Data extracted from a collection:
*** Begin section ***
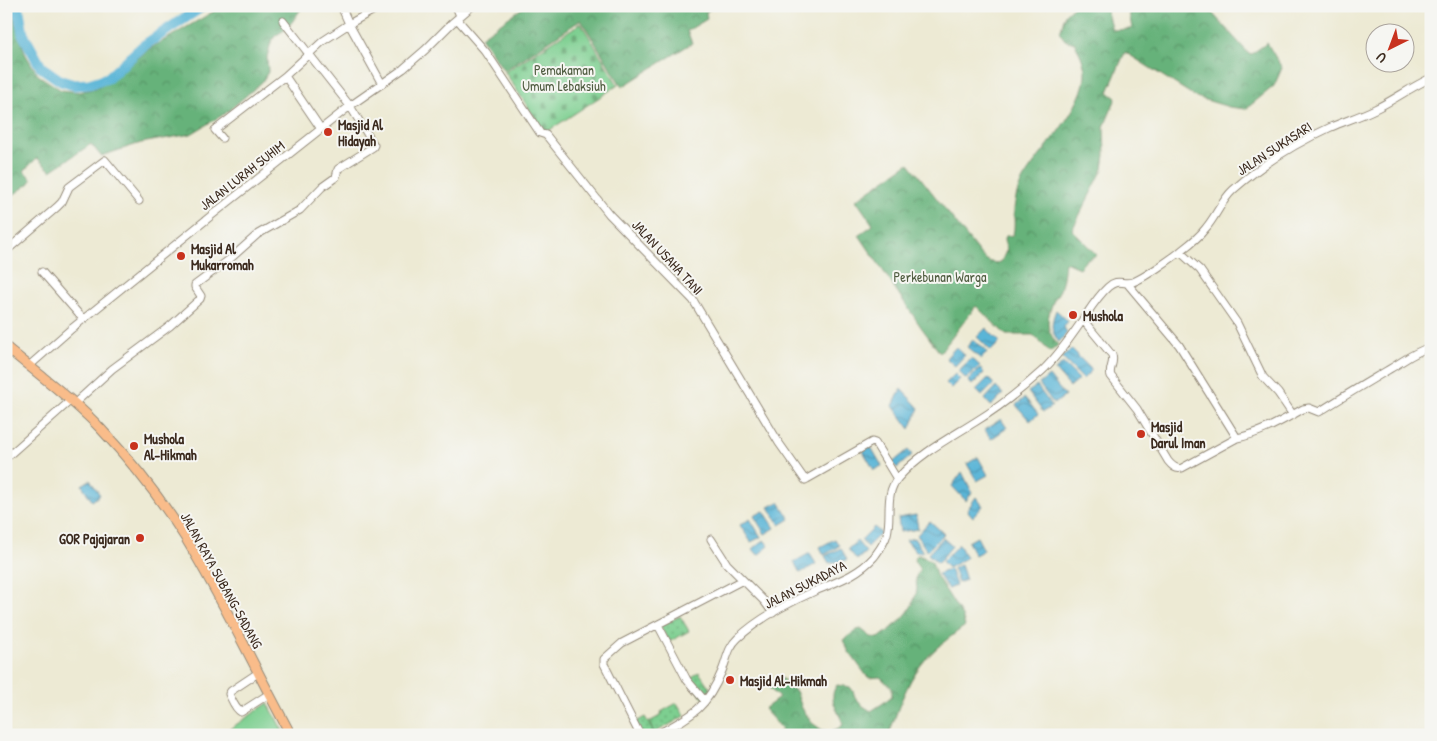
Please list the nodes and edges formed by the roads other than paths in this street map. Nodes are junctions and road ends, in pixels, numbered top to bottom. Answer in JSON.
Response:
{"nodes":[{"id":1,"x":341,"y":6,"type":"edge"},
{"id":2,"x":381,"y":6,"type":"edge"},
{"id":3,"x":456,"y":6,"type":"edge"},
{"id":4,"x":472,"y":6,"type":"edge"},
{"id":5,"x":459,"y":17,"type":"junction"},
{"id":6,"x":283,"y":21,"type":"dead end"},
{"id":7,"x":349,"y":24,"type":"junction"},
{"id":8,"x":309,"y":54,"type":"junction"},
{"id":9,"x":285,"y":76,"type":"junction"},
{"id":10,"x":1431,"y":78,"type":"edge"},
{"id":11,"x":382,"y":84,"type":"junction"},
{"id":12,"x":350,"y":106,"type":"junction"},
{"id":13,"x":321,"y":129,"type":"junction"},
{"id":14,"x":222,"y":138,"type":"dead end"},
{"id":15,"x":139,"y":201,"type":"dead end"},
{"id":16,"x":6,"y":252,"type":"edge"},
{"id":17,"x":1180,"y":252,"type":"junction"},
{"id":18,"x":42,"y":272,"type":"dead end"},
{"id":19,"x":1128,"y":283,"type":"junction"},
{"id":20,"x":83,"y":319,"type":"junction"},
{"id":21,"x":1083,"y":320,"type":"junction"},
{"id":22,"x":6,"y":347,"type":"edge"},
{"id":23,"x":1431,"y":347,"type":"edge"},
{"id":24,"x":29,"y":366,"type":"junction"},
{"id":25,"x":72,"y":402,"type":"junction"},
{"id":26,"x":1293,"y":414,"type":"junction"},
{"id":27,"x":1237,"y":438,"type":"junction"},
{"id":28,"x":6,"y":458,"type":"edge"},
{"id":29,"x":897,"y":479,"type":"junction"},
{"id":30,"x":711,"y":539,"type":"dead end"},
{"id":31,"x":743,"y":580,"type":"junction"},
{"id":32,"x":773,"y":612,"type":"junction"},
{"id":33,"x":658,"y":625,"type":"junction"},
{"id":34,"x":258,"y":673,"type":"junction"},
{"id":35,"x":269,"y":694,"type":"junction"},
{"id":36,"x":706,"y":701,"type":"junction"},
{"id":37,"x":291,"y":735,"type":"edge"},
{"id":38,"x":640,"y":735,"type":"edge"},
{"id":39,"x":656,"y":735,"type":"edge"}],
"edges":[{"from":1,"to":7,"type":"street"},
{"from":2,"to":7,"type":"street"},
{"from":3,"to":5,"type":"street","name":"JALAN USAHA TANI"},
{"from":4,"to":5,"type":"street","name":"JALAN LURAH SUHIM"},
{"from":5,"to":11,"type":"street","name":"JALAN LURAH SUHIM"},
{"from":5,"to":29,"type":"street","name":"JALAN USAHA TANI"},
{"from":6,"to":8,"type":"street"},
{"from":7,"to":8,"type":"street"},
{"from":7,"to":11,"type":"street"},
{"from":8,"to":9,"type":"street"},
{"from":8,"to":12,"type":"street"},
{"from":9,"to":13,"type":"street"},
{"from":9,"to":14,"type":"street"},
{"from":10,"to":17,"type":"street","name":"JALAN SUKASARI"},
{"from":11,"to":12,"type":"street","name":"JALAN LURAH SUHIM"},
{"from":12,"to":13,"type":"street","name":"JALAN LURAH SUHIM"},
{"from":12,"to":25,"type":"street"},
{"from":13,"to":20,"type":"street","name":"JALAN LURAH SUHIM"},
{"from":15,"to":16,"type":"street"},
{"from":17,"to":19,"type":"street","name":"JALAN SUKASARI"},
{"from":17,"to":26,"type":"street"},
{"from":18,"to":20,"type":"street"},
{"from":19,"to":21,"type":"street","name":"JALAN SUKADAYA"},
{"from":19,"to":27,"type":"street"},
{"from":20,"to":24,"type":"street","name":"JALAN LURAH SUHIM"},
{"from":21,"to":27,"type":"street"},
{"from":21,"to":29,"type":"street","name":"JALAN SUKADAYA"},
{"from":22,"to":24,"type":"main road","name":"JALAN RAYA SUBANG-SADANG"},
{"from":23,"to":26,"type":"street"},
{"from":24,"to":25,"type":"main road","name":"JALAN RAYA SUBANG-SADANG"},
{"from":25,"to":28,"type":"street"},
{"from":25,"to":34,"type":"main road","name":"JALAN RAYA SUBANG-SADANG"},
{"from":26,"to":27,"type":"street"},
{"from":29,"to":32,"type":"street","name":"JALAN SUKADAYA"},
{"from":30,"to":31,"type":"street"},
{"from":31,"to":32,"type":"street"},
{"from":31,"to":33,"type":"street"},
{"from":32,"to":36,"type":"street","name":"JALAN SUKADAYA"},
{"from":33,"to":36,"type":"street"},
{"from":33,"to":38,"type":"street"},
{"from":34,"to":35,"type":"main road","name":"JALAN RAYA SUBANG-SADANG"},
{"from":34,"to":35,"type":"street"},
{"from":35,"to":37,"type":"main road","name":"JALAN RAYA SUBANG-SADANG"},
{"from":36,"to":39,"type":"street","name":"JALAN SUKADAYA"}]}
*** End section ***
Work request: From the records above, return each line where "USAHA" occurs.

Completed exercise:
{"from":3,"to":5,"type":"street","name":"JALAN USAHA TANI"},
{"from":5,"to":29,"type":"street","name":"JALAN USAHA TANI"},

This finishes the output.